## ASSIGNMENT:
Wherever the string "junctions" shows up in the data below, copy the whole line.

Collected data entries:

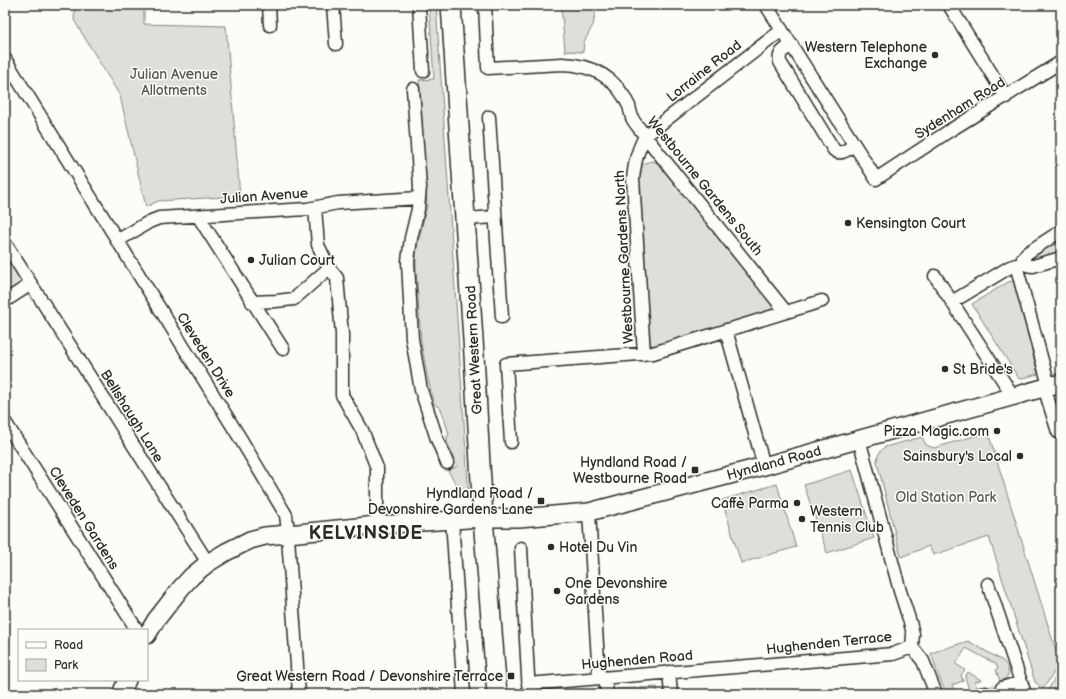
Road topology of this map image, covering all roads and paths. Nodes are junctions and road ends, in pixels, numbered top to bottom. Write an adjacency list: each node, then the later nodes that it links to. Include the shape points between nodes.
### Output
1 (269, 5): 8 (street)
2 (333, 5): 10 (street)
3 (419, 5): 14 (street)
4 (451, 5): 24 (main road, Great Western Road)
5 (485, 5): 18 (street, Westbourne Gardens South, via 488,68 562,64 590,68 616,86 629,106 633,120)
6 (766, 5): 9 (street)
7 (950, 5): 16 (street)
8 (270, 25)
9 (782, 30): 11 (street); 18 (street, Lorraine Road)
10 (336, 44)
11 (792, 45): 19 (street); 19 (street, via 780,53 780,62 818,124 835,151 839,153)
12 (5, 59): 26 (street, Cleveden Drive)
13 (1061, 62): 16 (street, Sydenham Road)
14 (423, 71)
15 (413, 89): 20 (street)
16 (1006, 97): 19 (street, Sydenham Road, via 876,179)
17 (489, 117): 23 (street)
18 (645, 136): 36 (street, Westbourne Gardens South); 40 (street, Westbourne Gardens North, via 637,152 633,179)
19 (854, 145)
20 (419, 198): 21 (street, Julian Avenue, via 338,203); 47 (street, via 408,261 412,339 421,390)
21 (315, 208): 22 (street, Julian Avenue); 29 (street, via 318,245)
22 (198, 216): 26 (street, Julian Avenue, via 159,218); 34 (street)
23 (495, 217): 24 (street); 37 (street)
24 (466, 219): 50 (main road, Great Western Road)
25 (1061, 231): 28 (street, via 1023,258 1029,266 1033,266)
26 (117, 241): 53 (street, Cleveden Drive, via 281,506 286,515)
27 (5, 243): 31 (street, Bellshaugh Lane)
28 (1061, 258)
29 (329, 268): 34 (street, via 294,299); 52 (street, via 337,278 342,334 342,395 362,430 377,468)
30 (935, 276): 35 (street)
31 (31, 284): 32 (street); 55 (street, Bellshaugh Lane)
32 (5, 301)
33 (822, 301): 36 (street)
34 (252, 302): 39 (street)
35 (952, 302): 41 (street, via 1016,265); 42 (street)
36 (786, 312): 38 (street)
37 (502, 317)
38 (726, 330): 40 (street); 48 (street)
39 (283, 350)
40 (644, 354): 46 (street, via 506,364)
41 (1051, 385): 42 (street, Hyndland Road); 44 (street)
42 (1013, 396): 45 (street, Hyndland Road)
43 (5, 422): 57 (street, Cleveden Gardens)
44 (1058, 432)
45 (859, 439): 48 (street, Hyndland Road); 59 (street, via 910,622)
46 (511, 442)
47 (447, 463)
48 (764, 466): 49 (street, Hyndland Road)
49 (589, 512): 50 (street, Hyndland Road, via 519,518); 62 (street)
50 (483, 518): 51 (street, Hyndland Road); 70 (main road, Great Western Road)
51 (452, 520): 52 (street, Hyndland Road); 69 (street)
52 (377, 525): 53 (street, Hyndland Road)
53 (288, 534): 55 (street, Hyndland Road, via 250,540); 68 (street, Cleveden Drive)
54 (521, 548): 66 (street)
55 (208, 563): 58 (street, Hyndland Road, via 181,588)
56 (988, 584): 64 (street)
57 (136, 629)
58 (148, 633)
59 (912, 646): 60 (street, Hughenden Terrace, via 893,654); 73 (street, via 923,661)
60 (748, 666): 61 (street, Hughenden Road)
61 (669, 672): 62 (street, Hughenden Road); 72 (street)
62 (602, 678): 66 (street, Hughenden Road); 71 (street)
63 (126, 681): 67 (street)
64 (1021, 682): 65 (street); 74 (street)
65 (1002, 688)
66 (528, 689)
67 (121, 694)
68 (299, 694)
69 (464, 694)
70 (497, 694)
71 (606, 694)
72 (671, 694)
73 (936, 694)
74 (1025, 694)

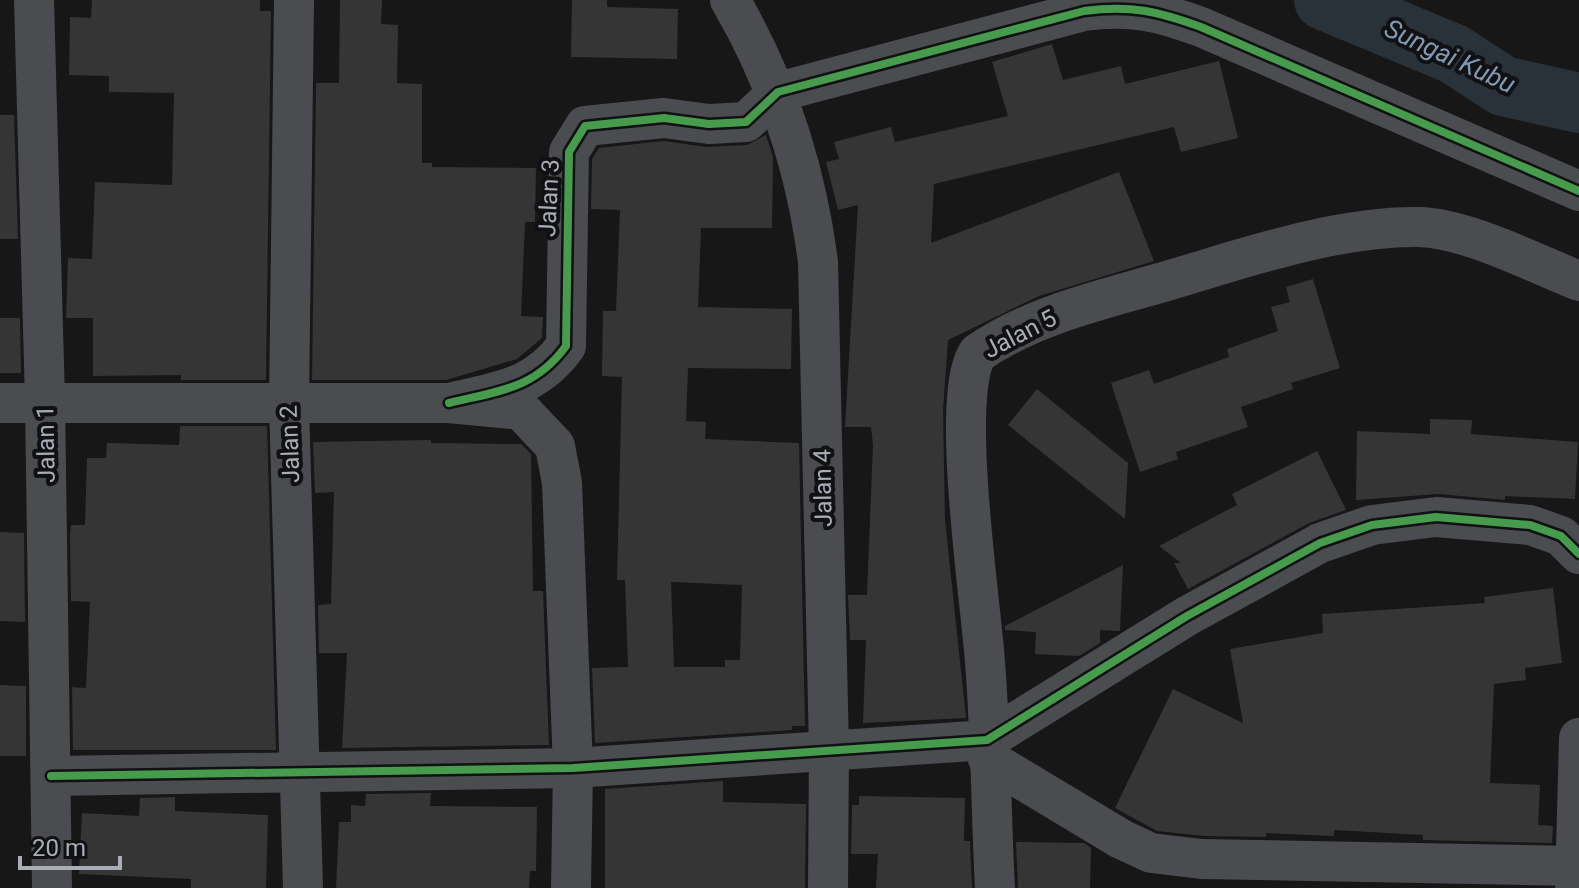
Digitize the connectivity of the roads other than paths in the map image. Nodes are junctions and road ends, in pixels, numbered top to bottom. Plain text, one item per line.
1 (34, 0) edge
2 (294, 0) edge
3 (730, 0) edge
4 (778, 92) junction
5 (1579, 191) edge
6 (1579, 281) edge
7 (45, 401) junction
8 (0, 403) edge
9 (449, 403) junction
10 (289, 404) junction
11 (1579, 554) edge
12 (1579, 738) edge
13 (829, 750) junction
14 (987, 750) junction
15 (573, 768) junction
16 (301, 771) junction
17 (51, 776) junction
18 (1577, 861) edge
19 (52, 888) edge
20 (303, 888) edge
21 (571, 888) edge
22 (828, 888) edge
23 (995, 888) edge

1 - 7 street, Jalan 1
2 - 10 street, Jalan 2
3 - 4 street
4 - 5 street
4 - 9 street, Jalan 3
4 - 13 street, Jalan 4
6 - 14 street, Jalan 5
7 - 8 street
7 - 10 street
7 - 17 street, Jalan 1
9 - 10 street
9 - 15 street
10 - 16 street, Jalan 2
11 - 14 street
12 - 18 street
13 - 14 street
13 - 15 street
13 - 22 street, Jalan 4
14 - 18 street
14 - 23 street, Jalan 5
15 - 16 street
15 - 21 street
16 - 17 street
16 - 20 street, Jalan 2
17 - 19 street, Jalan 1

## RESPONSE BOX:
Road topology of this map image, covering all roads and paths. Nodes are junctions and road ends, in pixels, numbered top to bottom. Write an adjacency list: each node, then the later nodes that it links to. Include the shape points between nodes.
Digitize the connectivity of the roads other than paths in the map image. Nodes are junctions and road ends, in pixels, numbered top to bottom. Plain text, one item per line.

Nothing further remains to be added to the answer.